● **WORK TO BE COMPLETED**:
From the listing below, pull out the lines that hold "nodes".

● **DATA PROVIDED**:
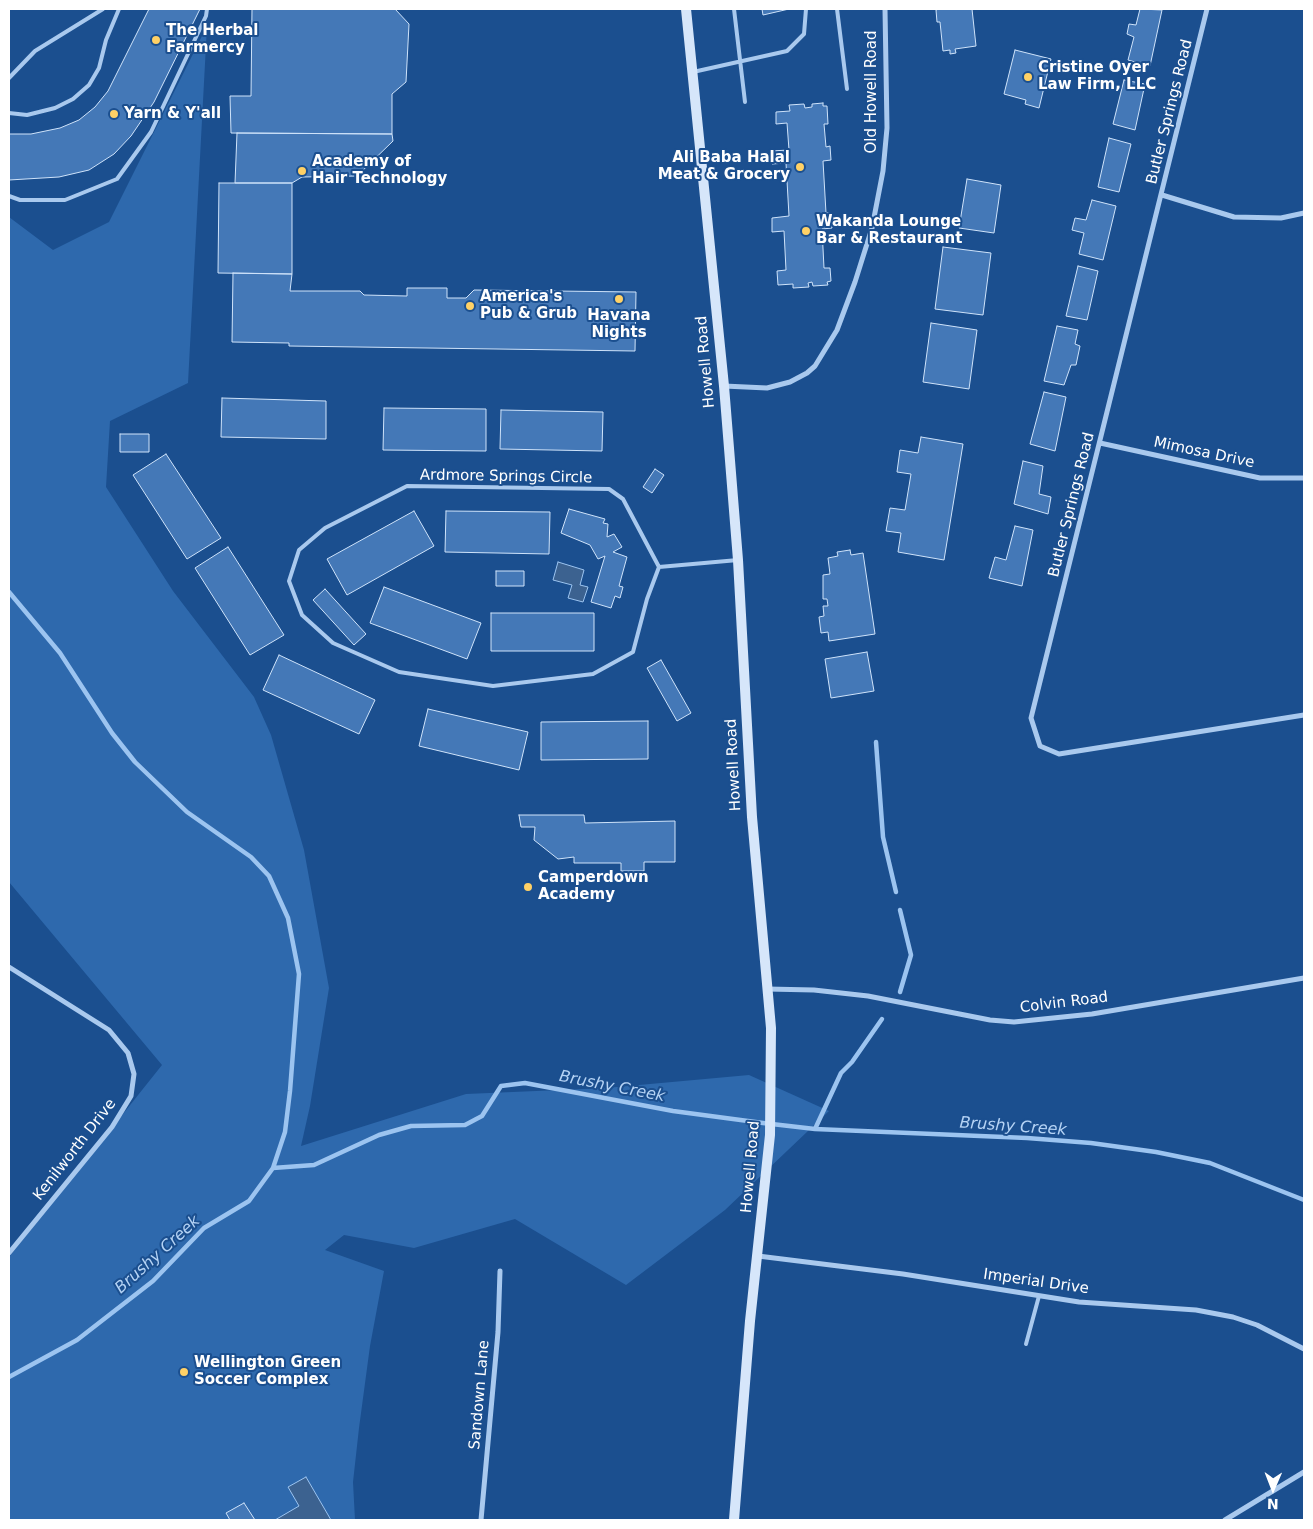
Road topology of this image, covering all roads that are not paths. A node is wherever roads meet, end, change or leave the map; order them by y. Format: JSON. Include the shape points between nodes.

--

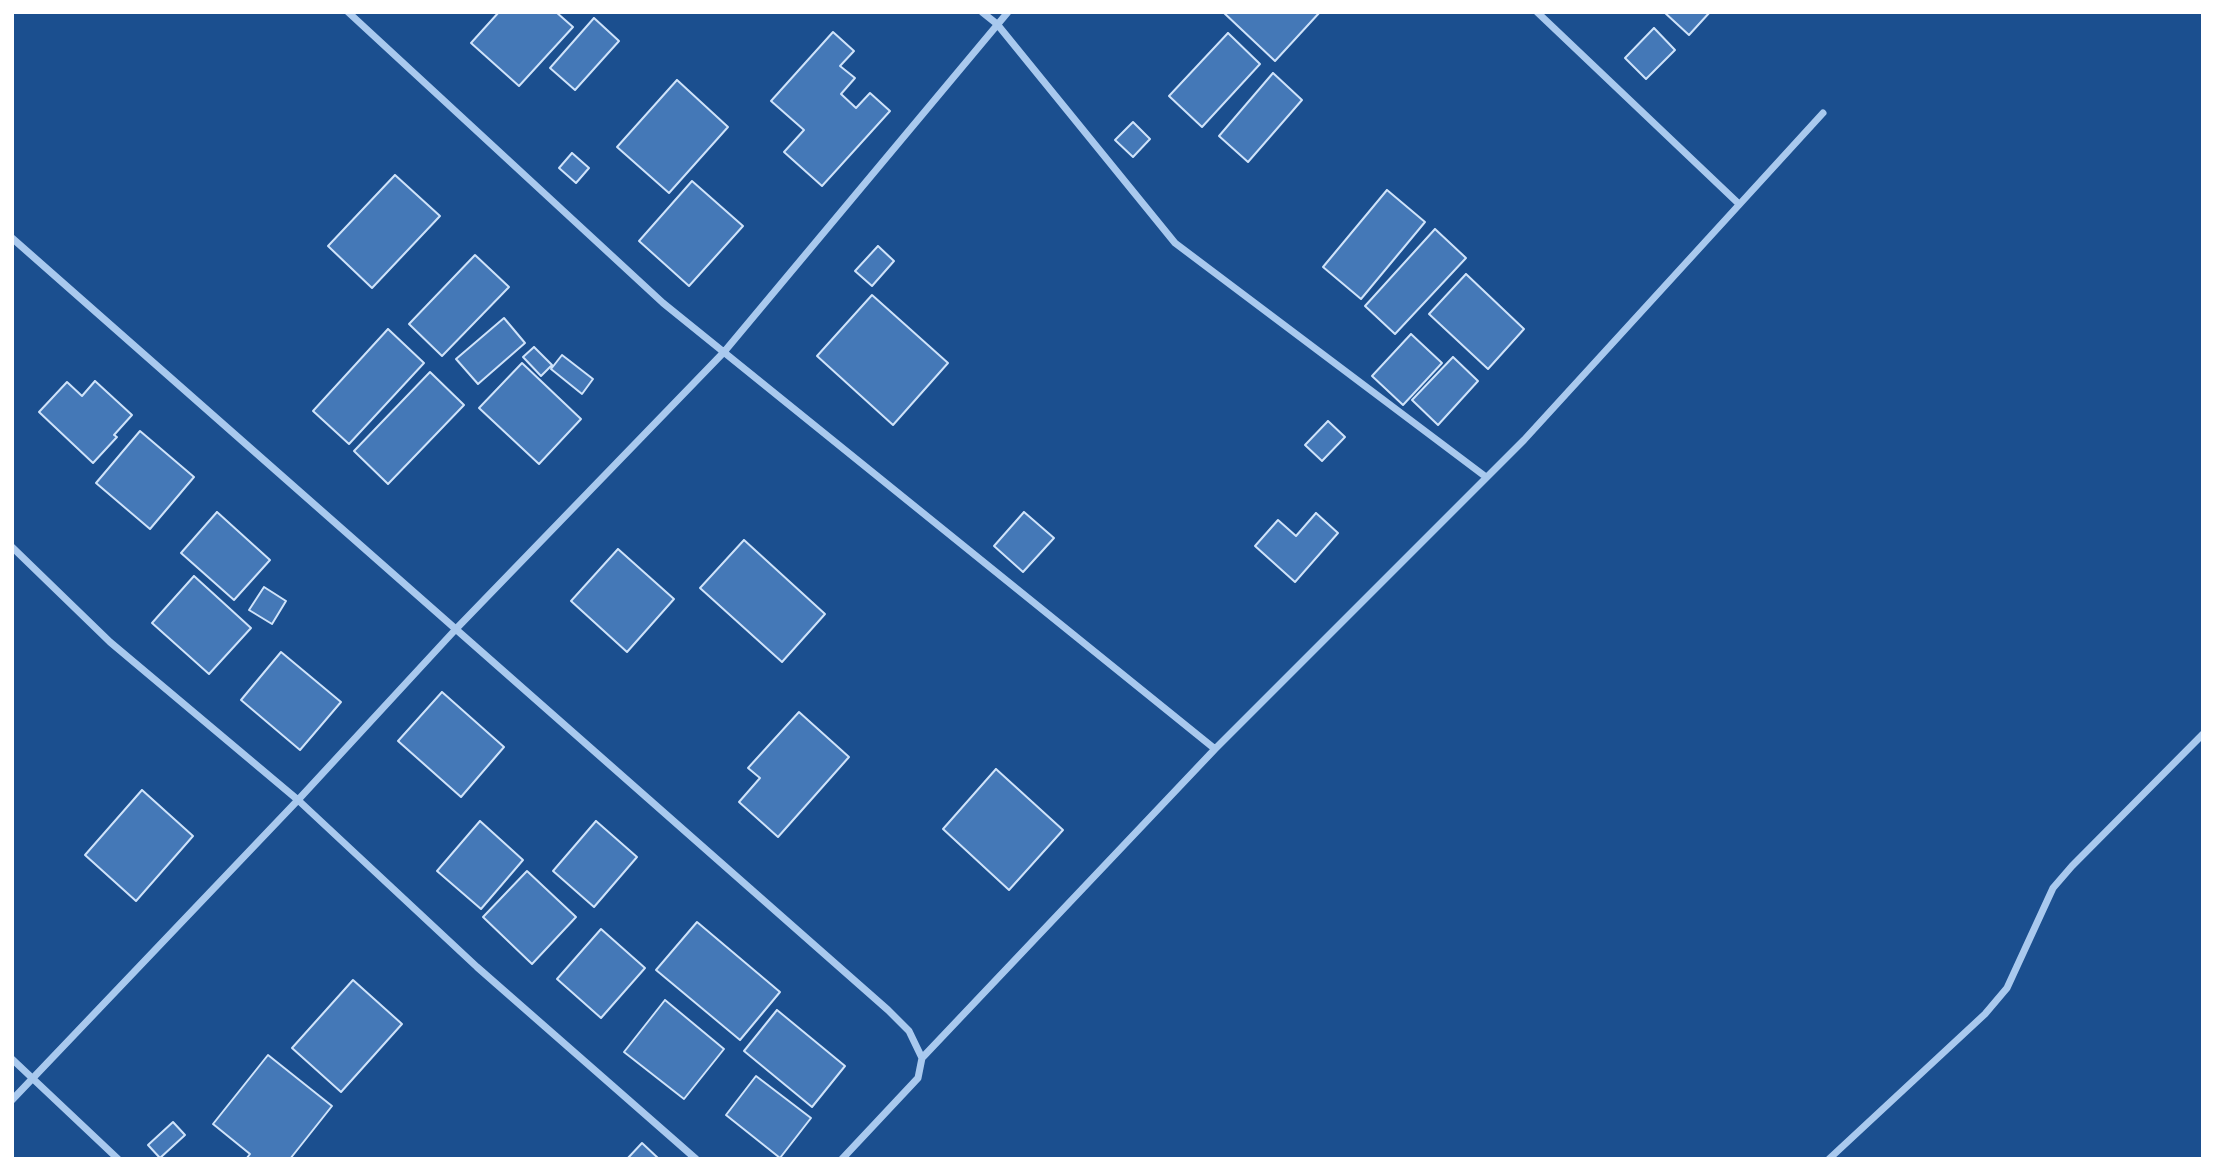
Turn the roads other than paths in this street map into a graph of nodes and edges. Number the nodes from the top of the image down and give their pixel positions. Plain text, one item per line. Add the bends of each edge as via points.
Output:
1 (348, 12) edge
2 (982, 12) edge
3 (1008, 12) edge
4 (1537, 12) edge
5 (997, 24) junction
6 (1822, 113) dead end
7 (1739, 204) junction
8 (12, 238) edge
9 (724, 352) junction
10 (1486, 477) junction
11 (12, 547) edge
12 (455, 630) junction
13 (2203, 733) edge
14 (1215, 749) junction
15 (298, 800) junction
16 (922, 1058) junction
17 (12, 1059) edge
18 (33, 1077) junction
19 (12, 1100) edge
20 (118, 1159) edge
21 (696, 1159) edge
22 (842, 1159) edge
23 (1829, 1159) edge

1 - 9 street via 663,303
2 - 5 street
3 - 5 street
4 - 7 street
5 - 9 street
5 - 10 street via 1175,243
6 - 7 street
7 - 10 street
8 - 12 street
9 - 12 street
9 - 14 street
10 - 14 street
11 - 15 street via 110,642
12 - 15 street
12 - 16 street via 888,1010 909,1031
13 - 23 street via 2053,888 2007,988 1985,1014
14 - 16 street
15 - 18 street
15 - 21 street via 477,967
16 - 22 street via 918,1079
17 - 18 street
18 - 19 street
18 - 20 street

● **COMPLETED EXERCISE**:
Road topology of this image, covering all roads that are not paths. A node is wherever roads meet, end, change or leave the map; order them by y. Format: JSON. Include the shape points between nodes.
Turn the roads other than paths in this street map into a graph of nodes and edges. Number the nodes from the top of the image down and give their pixel positions. Plain text, one item per line. Add the bends of each edge as via points.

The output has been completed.